L’applicazione del dispositivo ha una sua utilità. «Il braccialetto elettronico – conclude Federica Liparoti - fornisce le stesse garanzie della detenzione in carcere. Al tempo stesso permette all’amministrazione penitenziaria di ottenere dei risparmi, visto che non si deve provvedere al sostentamento del detenuto ospite. Sarebbe quindi utile da parte del ministero della Giustizia e della società che si è giudicata la gara di appalto per la fornitura dei dispositivi fare tutti gli sforzi necessari per garantire maggiore rapidità nella messa a disposizione dei braccialetti elettronici. In questo modo si potrebbe davvero intervenire sulla questione del sovraffollamento carcerario e lasciare la custodia cautelare in carcere come extrema ratio, così come previsto dalla Costituzione».
A fare i conti con la mancanza di braccialetti elettronici non è solo la signora B.I.R. Analoga situazione la sta vivendo Jonathan Maldonado, accusato di tentato omicidio della moglie Siu, la influencer biellese ferita al petto e ricoverata nell’ospedale di Novara nei giorni scorsi. Il gip non ha convalidato il fermo di Maldonato e ha disposto nei suoi confronti l’obbligo di firma e il divieto di avvicinamento con braccialetto elettronico. Anche in questo caso non si trova nessun dispositivo per cui l’uomo deve restare ancora in cella. Le misure del divieto di avvicinamento alla persona offesa e dell'obbligo di presentazione alla polizia giudiziaria sono state disposte, ha precisato la procuratrice Teresa Angela Camelio, «solo in relazione al delitto di maltrattamenti in famiglia».
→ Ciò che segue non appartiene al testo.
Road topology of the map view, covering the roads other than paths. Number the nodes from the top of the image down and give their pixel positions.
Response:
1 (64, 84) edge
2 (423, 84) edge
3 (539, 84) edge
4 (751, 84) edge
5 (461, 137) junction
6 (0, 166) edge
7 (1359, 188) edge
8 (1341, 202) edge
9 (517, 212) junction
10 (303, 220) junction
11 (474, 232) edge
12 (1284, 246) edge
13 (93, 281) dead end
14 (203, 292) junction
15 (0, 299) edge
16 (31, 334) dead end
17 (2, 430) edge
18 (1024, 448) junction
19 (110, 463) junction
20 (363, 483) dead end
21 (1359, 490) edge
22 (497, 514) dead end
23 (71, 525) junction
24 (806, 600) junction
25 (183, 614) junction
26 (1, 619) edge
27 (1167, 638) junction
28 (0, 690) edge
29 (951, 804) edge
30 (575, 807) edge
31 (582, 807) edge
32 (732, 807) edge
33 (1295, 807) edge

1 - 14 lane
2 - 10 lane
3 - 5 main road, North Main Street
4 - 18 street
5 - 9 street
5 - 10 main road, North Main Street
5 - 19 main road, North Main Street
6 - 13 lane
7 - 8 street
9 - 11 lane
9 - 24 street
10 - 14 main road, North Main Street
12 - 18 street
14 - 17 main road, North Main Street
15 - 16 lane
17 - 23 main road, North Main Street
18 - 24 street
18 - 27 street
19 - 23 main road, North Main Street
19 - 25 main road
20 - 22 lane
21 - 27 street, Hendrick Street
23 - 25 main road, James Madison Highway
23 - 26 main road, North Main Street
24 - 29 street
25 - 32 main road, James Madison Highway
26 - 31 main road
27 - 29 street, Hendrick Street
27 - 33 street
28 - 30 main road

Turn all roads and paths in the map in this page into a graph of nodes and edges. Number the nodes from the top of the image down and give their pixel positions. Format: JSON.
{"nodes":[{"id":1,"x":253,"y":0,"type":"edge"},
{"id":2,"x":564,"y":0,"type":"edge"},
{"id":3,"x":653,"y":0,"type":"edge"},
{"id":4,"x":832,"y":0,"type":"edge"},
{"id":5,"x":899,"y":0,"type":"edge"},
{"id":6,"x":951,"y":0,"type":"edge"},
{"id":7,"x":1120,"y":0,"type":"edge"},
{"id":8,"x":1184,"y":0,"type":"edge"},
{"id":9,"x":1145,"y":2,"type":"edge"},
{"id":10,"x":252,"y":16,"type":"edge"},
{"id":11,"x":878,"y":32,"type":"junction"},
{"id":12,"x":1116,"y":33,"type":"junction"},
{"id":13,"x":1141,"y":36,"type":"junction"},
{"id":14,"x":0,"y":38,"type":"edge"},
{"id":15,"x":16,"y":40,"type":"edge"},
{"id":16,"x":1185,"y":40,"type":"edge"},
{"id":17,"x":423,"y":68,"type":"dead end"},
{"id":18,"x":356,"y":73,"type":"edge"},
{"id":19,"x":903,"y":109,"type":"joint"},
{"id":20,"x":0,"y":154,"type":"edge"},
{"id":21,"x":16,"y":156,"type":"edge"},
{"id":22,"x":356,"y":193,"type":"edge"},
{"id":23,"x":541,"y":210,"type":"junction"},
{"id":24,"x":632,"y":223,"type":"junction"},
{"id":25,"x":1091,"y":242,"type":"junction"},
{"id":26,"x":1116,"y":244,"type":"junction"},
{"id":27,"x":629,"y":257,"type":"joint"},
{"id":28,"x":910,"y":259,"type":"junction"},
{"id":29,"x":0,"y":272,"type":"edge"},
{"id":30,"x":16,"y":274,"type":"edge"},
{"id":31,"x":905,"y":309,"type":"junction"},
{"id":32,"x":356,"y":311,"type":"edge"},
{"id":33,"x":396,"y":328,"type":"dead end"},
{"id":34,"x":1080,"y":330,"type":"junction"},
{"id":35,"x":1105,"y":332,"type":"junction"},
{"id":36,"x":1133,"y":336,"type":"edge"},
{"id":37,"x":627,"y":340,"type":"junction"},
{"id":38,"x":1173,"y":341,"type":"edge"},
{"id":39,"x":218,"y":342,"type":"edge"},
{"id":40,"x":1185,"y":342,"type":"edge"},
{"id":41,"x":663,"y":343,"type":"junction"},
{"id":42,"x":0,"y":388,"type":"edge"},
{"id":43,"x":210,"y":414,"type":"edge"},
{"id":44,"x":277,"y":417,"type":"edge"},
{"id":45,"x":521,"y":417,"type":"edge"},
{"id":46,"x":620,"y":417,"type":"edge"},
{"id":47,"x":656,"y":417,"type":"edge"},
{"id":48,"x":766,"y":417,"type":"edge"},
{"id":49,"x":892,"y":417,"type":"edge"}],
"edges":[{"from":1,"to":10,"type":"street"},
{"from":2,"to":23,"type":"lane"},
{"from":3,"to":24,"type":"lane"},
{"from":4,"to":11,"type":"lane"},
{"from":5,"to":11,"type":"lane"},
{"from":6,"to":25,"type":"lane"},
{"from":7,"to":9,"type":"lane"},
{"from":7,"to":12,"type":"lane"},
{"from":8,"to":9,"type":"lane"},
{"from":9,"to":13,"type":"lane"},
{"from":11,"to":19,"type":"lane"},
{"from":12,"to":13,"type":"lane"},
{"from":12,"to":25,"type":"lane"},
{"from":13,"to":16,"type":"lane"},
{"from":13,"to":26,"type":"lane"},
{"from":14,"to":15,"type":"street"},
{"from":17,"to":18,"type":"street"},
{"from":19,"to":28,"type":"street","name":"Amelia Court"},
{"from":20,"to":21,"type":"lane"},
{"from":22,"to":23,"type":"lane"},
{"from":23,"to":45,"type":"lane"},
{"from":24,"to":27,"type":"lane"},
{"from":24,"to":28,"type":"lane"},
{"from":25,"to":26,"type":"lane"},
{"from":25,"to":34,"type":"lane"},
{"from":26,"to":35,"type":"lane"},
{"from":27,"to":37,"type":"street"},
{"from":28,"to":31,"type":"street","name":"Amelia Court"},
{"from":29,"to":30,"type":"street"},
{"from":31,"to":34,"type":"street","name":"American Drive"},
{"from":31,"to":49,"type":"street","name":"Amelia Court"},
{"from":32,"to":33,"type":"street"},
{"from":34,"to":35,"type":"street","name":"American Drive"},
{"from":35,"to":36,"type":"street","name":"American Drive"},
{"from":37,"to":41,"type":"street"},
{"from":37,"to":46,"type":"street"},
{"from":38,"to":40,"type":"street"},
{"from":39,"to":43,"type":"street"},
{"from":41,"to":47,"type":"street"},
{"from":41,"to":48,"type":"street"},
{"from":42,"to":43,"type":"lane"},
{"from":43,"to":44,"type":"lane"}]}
Il braccialetto elettronico è stato introdotto in Italia nel 1998, con la Legge 230 del 1998 che ha previsto la possibilità di utilizzarlo come misura alternativa alla detenzione in carcere, limitando il sovraffollamento delle carceri ed offrendo una soluzione più adeguata per alcune categorie di detenuti. Viene indossato al polso o alla caviglia ed è dotato di un sistema di localizzazione satellitare, permettendo alle autorità di monitorare gli spostamenti dell'individuo al quale è applicato di stabilire se si trova all'interno della propria abitazione o al di fuori di essa. All’interno del braccialetto è collocato un sistema Gps che permette di determinare con precisione la posizione dell'individuo e di inviare queste informazioni a un centro di controllo.